Krakow: Kazimierz and Schindler’s Factory
Krakow came after Auschwitz in the itinerary—which meant it came after the hardest day of the trip, and it announced itself immediately as a different kind of place. The city is vibrant and loud, full of students and street musicians and outdoor restaurants. The Main Market Square, the Rynek Główny, is one of the largest medieval market squares in Europe, and in late May it was full of people. Flowers in the stalls, pigeons on the cobblestones, the cloth hall with its arcaded facade. It felt genuinely alive, which is both the right thing for a city to feel and, after Auschwitz, a slightly disorienting thing to encounter.
Krakow is also a city where the absence of its Jewish population is visible once you have the context to see it. Before the war, approximately 65,000 Jews lived in Krakow—roughly a quarter of the city’s total population. Today, the organized Jewish community numbers in the hundreds. The city preserved the physical structures of Jewish Krakow—the synagogues, the cemeteries, the buildings of Kazimierz. What it cannot preserve is the people those buildings were built for and by.
Kazimierz
Kazimierz, the historic Jewish Quarter, has in recent decades become one of Krakow’s most popular neighborhoods—cafés, bars, and galleries in buildings that housed Jewish families before the deportations. The neighborhood’s vibrancy is real and the tourism economy is real and the tension between those facts and the history they are layered over is also real. It is the same tension you feel walking through any neighborhood that was made into something else by violence: the place continues, people live and eat and work in it, and the community that gave it its character is largely gone.
The Remuh Cemetery, attached to the 16th-century Remuh Synagogue, is one of the oldest surviving Jewish cemeteries in Poland. The headstones are dense and ancient, many tilted at angles from centuries of soil movement. During the occupation, the Nazis used the cemetery as a garbage dump and smashed many of the headstones. After the war, the surviving community gathered the fragments and pressed them into a memorial wall along the cemetery’s outer edge—broken pieces of Hebrew inscriptions and carved symbols mortared together, each fragment originally belonging to someone’s grave marker. The wall records the destruction and preserves it simultaneously.
A few streets away, the Krakow JCC—the Jewish Community Centre—was a newer building, functional and unpretentious. This was not a museum or a memorial. It was a place where people gathered for events, where classes were held, where the Jewish community that remained in Krakow after the war and after communist-era emigration waves organized itself. That distinction mattered acutely after days spent primarily in the company of memorials and the dead. This was a living institution. The community was small, but it was present.
Schindler’s Factory
Across the Vistula River in the Podgórze district, on a street where the Krakow Ghetto had been established in 1941, stands the building that Oskar Schindler operated as an enamelware factory during the occupation. Schindler, a German industrialist and Nazi Party member, employed Jewish workers from the Krakow Ghetto and later from Plaszow concentration camp. He progressively shifted from war profiteer to protector, bribing SS officials, listing his workers as essential to the war effort, and eventually relocating his operation to keep them from being sent to Auschwitz. He spent most of his personal fortune doing it. Over 1,200 people survived because of what he chose to do.

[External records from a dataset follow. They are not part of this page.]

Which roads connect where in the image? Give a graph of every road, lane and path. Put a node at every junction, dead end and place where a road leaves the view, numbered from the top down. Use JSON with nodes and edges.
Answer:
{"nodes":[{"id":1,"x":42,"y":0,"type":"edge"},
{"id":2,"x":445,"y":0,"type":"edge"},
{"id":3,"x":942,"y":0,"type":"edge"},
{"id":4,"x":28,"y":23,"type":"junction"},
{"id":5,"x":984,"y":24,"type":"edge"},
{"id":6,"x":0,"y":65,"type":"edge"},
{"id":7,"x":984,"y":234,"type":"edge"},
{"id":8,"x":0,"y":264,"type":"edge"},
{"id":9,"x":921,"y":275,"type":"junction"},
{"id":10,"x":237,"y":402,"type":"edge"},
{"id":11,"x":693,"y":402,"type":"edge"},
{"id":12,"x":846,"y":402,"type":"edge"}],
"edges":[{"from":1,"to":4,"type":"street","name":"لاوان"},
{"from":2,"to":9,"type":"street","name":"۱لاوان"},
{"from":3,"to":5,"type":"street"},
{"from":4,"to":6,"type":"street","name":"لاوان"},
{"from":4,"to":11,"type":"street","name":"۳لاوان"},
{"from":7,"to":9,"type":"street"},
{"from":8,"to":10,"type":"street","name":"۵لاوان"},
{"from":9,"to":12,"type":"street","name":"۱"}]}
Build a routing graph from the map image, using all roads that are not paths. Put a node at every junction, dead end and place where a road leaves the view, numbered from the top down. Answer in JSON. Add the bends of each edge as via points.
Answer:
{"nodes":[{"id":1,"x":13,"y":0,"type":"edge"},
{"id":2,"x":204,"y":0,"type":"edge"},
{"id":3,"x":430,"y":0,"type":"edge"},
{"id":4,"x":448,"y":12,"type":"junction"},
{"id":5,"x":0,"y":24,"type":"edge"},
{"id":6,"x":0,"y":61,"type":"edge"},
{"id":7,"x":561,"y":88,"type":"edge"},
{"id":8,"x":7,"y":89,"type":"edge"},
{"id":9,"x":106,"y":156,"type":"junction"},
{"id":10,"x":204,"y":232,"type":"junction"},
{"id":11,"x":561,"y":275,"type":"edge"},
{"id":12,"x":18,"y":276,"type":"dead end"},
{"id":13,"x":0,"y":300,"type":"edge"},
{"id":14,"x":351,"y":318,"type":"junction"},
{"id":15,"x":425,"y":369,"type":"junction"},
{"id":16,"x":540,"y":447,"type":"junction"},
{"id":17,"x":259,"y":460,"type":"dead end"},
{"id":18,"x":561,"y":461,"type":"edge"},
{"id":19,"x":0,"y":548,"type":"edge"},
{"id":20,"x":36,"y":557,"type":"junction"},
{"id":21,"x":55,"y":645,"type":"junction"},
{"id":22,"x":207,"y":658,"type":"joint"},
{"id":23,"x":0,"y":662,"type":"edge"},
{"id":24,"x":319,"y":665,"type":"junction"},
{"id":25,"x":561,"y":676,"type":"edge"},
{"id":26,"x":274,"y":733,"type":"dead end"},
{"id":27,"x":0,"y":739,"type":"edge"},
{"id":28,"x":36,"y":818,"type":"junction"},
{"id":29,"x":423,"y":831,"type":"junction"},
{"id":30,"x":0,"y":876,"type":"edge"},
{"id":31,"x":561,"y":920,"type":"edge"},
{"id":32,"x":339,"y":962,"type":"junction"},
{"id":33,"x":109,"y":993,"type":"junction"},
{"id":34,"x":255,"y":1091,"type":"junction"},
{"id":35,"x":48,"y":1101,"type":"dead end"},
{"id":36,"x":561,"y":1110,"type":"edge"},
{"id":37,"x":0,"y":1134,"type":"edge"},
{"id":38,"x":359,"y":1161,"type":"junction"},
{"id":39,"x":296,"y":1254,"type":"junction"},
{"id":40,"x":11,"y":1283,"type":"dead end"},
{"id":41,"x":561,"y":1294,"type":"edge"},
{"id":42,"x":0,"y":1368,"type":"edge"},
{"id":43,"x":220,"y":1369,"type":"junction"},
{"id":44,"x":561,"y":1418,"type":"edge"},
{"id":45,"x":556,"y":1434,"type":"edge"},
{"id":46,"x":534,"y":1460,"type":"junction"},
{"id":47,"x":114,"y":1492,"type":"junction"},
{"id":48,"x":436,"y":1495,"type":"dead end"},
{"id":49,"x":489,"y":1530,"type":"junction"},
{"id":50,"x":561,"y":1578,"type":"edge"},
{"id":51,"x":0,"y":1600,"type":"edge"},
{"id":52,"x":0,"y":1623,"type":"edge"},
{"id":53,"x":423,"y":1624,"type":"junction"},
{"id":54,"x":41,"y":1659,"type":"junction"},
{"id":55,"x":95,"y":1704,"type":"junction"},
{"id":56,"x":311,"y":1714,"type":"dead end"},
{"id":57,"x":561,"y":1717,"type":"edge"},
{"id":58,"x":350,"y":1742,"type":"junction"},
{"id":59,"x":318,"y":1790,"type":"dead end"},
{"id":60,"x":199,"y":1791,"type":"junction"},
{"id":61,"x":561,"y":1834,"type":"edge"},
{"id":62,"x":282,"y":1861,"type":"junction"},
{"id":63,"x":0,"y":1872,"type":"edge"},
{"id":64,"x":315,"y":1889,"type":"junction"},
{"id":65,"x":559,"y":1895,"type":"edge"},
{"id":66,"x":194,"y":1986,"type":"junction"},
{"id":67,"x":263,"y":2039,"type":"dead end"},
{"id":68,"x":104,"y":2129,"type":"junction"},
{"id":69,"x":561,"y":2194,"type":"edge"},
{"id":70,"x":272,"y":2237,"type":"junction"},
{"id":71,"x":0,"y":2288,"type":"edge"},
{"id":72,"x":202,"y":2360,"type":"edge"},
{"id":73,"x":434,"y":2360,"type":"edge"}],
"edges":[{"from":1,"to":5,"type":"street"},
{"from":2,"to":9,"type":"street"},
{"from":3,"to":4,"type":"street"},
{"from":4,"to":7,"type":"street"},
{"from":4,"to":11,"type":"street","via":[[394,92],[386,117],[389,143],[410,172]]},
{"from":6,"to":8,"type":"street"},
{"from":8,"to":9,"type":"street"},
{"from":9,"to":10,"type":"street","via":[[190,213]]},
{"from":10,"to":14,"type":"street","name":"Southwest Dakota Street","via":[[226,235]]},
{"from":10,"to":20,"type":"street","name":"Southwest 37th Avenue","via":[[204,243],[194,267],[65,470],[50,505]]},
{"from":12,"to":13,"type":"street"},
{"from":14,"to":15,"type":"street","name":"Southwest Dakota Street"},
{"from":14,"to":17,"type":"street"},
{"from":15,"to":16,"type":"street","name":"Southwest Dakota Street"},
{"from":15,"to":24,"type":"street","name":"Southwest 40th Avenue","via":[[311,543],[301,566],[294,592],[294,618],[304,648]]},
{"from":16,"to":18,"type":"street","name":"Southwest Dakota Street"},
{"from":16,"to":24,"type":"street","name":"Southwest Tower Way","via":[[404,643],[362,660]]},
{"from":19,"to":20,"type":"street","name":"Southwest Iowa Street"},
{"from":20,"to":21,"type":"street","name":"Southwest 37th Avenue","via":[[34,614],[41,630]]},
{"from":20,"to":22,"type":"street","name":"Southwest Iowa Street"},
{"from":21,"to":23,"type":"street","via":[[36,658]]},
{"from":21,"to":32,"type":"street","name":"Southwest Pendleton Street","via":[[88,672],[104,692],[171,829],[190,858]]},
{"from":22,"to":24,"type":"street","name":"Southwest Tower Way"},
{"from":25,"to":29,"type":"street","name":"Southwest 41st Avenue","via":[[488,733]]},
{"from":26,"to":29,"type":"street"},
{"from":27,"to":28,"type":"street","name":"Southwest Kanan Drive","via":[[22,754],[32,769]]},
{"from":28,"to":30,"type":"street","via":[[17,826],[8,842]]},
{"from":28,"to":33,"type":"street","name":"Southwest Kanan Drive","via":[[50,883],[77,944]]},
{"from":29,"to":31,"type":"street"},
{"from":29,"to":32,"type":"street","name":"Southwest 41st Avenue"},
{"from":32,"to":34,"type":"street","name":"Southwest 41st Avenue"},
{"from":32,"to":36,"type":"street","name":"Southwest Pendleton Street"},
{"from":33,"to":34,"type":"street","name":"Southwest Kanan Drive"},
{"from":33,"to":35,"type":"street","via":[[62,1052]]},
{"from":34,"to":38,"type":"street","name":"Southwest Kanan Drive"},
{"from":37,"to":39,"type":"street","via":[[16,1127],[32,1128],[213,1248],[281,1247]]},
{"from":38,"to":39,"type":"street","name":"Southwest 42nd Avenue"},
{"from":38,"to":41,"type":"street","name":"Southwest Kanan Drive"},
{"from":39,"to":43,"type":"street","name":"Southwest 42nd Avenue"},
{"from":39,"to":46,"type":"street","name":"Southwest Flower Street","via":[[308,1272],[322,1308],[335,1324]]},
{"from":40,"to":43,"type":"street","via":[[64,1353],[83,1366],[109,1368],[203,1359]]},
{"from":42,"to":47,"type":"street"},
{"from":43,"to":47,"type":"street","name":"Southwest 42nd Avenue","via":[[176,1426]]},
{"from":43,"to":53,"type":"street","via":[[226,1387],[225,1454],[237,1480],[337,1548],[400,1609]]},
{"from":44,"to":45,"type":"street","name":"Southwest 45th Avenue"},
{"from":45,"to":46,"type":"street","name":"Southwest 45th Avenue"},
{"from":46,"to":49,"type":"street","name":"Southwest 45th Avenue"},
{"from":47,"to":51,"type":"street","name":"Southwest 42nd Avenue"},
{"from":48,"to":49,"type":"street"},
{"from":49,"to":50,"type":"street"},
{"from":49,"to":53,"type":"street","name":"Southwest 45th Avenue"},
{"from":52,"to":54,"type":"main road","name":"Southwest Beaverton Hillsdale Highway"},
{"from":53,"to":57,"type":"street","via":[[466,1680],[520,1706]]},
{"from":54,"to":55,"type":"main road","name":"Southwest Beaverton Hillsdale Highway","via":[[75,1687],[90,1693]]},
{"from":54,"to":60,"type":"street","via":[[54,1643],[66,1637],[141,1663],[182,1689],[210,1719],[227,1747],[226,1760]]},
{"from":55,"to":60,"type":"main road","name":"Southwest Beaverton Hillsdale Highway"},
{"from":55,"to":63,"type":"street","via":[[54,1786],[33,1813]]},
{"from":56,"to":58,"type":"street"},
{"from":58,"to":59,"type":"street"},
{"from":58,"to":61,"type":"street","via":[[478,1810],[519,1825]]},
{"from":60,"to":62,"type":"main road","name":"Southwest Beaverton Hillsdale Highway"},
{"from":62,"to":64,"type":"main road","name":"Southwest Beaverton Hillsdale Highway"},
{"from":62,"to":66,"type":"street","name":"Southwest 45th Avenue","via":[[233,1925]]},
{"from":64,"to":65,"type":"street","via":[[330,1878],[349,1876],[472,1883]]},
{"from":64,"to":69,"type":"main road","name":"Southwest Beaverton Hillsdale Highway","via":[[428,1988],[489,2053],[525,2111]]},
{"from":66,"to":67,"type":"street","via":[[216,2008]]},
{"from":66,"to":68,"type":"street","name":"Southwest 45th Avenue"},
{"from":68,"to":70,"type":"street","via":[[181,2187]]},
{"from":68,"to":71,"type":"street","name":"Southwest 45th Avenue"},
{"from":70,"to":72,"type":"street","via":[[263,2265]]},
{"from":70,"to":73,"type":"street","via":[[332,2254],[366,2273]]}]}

The factory is now a museum focused on the occupation of Krakow, with Schindler’s original office preserved. Outside, a plaque bears the line most people know from the Spielberg film: “Whoever saves one life, saves the world entire.” The words are from the Babylonian Talmud, Sanhedrin 37a—in the original, the full passage reads that whoever destroys a single life, it is as though he has destroyed an entire world, and whoever saves a single life, it is as though he has saved an entire world. The passage appears in both the original Hebrew version and in an alternate version that includes all of humanity, not only Israel.
Standing in front of that plaque, after Buchenwald and Terezín and Auschwitz, the words had a weight that they could not have carried for me two weeks earlier. Schindler’s story is extraordinary because of how ordinary it started: a businessman interested in profit, someone who was not initially a moral actor, who arrived at moral action gradually through a combination of human relationship with his workers, disgust at what he witnessed, and choices made incrementally rather than all at once. The trip had spent two weeks documenting what happens when people in positions of power choose the other thing. Schindler’s factory was a reminder that some people, inside the same system, chose differently.